Website Traffic Tracking

Do you have a website? If so please go to the place you store the access logs, and check how much disk space they use. Having a website a few yours old, you’re probably looking at gigabytes, and what exactly is the value of that?

Sure keeping track of traffic levels is sort of interesting, but sometimes you need to balance the value provided by the space/resources required, and I’ve been slowly changing the way I use the access logs on this site.

Step 1: Don’t track the images

Do you really need to track, which images downloaded from the site, or would it be enough to know which pages are loaded? – For my part page impressions is enough intelligence on the site traffic and with apache it’s easy to disable image tracking. The easy way to do it is by adding a parameter to your log configuration saying:

env=!object_is_image

Restart the webserver and the log file should be somewhat smaller from now on.

Step 2: Use Awstats

My next step was to use Awstats. It parses the raw accesslog data into a database-file, which is significantly smaller than the raw files themselves. Awstats is a lot like other access-log analyzing packages, but it seemed to be just a notch above the rest.

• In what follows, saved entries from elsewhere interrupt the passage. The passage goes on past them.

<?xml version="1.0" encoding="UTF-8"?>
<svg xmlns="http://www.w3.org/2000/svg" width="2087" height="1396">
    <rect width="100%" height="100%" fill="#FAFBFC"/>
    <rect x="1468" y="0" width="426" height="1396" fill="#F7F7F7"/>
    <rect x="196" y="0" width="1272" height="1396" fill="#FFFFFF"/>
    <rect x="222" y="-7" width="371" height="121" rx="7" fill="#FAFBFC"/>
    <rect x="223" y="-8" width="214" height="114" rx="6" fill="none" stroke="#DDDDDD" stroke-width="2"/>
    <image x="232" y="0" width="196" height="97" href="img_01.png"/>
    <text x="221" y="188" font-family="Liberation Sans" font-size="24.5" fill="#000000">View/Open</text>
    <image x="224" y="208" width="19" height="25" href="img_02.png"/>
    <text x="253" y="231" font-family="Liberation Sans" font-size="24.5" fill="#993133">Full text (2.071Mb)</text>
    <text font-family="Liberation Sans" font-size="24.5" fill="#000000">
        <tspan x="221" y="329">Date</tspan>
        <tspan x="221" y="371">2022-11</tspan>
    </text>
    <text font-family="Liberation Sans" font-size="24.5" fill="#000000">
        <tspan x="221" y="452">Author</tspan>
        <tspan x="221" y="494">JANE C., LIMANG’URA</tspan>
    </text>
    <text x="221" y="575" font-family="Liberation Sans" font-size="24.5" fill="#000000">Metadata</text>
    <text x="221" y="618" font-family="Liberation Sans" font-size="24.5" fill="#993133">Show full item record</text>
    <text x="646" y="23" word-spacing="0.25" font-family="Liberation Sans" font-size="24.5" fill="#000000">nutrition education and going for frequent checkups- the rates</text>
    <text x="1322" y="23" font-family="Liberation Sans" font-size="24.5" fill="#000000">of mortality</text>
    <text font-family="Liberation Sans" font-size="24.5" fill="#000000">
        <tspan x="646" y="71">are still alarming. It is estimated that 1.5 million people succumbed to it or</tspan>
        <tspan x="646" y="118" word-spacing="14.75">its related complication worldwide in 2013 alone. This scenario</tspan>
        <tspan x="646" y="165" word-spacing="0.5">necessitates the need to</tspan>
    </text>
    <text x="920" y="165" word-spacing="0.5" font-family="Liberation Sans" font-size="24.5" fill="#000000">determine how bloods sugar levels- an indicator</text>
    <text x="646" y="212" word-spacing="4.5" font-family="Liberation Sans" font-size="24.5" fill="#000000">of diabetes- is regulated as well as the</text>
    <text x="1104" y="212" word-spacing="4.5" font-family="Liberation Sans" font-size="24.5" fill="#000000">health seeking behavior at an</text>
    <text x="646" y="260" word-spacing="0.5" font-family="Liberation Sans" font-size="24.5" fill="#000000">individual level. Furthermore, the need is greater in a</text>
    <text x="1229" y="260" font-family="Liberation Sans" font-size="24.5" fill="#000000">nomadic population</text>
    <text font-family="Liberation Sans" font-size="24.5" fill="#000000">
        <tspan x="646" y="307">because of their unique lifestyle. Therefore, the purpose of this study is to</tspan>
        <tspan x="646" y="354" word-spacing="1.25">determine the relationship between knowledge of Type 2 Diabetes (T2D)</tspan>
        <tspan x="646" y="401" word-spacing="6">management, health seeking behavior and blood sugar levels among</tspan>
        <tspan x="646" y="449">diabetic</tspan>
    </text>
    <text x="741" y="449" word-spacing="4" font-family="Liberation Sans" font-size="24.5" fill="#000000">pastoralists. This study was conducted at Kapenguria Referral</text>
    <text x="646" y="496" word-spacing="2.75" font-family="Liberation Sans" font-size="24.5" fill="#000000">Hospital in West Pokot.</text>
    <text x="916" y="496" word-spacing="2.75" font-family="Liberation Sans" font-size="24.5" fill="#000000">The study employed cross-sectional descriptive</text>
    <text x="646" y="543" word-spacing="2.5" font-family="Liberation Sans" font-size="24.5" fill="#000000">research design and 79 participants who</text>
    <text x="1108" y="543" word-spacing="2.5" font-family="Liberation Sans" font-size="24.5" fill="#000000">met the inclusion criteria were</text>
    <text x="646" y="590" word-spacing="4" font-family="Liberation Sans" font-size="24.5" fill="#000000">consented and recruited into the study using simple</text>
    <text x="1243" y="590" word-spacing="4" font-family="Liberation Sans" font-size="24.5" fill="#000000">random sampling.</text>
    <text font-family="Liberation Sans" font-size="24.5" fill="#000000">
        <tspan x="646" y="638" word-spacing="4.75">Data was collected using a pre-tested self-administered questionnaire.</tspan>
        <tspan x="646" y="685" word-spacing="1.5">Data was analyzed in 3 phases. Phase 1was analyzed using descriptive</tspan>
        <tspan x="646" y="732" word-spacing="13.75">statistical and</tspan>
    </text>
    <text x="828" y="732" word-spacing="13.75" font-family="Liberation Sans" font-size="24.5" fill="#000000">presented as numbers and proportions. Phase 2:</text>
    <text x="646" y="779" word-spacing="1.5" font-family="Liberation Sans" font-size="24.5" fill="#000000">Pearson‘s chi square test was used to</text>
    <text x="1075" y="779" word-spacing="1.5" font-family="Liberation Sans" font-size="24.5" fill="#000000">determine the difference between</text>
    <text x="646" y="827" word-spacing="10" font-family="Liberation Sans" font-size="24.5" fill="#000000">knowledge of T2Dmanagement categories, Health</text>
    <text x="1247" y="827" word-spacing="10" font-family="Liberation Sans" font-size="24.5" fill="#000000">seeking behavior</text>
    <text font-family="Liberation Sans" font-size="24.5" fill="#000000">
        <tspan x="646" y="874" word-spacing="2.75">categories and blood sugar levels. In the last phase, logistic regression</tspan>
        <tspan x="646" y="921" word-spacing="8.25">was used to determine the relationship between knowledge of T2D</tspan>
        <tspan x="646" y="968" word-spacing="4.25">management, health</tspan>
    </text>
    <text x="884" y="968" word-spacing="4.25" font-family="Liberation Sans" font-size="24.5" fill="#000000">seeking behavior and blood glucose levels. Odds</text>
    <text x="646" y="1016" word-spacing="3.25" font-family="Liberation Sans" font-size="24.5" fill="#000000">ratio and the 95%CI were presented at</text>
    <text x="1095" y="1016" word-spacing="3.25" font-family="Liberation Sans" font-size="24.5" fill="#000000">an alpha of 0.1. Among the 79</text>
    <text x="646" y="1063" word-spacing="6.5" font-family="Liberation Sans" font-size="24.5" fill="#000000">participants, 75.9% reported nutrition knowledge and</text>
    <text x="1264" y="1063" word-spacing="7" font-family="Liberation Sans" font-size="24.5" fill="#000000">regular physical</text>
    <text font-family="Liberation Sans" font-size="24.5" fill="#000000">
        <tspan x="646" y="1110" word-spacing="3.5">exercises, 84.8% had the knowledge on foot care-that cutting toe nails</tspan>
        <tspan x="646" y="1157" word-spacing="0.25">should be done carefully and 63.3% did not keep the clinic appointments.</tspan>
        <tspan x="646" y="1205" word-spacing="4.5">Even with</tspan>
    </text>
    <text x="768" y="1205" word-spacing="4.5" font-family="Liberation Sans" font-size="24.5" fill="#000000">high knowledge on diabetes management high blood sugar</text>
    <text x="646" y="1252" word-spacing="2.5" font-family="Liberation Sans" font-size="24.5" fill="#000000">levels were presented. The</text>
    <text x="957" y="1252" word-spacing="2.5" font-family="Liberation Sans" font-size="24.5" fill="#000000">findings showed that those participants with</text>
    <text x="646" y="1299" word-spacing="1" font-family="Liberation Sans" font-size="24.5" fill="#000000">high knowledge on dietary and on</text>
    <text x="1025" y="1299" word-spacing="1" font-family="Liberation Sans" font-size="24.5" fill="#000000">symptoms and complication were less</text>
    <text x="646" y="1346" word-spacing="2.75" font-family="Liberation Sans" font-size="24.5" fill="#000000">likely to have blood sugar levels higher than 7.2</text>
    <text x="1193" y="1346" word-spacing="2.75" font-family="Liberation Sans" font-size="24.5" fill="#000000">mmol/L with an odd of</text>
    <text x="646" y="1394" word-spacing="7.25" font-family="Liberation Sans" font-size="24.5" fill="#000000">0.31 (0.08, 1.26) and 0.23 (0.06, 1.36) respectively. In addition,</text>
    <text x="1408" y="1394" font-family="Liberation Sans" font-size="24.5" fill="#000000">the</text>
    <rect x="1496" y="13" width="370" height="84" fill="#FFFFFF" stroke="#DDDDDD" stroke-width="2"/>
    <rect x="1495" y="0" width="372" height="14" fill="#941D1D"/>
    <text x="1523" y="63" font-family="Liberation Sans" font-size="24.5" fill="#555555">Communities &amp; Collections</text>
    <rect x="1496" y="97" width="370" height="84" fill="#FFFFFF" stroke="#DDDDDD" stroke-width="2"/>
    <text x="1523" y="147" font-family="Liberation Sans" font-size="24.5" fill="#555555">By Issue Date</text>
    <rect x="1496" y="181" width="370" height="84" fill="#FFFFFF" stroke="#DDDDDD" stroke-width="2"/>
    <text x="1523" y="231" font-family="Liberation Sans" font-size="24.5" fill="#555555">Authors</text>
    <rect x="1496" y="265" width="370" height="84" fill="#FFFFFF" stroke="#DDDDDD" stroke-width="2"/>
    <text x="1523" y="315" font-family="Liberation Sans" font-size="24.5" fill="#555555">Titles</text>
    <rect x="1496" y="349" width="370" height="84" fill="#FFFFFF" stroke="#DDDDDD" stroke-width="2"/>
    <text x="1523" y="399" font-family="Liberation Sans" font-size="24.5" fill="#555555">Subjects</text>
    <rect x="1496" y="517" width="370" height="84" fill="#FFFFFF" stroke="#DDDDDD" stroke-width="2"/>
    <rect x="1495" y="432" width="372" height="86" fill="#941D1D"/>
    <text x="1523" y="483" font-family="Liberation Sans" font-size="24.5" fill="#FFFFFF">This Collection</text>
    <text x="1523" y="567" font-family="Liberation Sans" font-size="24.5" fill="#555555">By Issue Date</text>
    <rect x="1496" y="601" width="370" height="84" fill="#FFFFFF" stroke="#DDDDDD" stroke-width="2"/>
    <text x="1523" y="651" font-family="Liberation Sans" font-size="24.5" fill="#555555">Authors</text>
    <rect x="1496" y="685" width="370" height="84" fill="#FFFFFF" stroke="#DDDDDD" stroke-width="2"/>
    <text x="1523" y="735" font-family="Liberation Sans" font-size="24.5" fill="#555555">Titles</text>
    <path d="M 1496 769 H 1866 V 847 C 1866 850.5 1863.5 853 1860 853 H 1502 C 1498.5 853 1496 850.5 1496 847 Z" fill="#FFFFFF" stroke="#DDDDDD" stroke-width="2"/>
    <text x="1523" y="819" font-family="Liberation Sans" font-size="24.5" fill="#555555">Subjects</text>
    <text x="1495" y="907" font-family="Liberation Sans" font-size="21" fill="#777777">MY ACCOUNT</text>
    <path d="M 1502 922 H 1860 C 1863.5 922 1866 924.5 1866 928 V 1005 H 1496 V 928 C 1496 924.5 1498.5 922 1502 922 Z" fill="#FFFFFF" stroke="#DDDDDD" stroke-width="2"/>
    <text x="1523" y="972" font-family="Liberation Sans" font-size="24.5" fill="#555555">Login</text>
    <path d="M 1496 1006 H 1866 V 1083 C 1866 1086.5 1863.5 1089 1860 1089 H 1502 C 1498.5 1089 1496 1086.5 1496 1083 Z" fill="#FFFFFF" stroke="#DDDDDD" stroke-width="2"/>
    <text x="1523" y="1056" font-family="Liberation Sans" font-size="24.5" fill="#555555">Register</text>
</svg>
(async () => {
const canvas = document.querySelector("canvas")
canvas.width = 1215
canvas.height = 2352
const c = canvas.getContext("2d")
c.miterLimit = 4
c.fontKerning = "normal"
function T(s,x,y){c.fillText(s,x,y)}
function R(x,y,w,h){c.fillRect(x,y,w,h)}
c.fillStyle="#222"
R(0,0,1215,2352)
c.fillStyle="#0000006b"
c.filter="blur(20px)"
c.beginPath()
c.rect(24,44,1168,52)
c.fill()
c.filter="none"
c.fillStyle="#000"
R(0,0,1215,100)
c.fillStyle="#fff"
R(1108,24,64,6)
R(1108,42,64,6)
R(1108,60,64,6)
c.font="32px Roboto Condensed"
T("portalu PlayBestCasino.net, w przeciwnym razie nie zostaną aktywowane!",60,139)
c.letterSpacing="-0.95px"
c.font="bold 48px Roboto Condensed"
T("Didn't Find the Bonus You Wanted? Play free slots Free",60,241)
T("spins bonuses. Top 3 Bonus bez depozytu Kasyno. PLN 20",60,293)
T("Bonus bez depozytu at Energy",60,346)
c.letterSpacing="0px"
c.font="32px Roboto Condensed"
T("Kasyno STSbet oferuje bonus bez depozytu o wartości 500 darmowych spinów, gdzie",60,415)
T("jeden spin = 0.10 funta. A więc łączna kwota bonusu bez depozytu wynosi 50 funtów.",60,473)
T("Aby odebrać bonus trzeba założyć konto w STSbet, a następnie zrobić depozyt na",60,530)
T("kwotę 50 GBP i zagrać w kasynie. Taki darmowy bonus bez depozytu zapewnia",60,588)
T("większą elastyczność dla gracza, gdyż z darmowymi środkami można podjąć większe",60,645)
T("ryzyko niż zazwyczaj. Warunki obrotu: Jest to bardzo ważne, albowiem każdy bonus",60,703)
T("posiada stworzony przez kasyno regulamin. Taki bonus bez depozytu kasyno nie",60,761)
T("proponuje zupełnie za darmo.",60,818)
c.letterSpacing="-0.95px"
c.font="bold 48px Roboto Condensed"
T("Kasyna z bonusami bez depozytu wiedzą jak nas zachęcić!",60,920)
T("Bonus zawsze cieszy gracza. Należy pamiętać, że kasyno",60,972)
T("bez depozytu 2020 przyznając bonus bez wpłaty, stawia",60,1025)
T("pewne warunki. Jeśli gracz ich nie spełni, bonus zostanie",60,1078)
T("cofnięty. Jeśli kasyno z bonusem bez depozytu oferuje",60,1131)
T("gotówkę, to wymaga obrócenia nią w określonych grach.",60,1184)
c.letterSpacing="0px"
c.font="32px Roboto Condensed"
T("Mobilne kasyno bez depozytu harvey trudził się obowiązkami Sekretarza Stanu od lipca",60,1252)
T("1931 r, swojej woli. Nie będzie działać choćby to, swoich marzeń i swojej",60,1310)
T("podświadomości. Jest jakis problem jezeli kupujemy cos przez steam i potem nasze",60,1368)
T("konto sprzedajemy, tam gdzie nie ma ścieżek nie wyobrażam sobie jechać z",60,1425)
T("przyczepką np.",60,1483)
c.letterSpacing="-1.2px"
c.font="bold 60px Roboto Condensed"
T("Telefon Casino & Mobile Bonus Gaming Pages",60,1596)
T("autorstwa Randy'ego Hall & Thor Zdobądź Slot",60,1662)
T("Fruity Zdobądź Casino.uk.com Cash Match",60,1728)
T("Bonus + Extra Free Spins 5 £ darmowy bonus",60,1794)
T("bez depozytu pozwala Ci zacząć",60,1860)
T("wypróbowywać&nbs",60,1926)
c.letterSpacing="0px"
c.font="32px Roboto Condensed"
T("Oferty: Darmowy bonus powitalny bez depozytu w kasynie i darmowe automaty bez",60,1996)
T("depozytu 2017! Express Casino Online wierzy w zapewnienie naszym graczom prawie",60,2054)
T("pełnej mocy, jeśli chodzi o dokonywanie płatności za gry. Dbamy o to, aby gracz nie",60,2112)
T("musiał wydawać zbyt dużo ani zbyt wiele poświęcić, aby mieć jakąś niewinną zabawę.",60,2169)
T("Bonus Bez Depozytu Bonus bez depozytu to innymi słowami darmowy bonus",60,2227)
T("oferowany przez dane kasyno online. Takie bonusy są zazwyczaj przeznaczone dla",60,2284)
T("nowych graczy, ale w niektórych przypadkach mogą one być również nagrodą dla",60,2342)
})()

Step 3: Drop the access logs for long term intelligence

While access logs on the webserver may be the source for traffic intelligence, there are several options to track traffic through remote services.

Most of them are pretty good and if you’re interested in generic analytics, you should probably look at one of the many options available to do traffic tracking as a remote service.

Some of the options available include Google Analytics (which I use), StatCounter and several others. Isn’t it nice, that someone else offer to keep all those historic data online – and in many cases absolutely free.

I still have access logs, but they’re used to (1) validate data from Google Analytics and (2) keep an eye on what’s happening on the site “now”. Any data more than a week (or so) only exist at Google Analytics…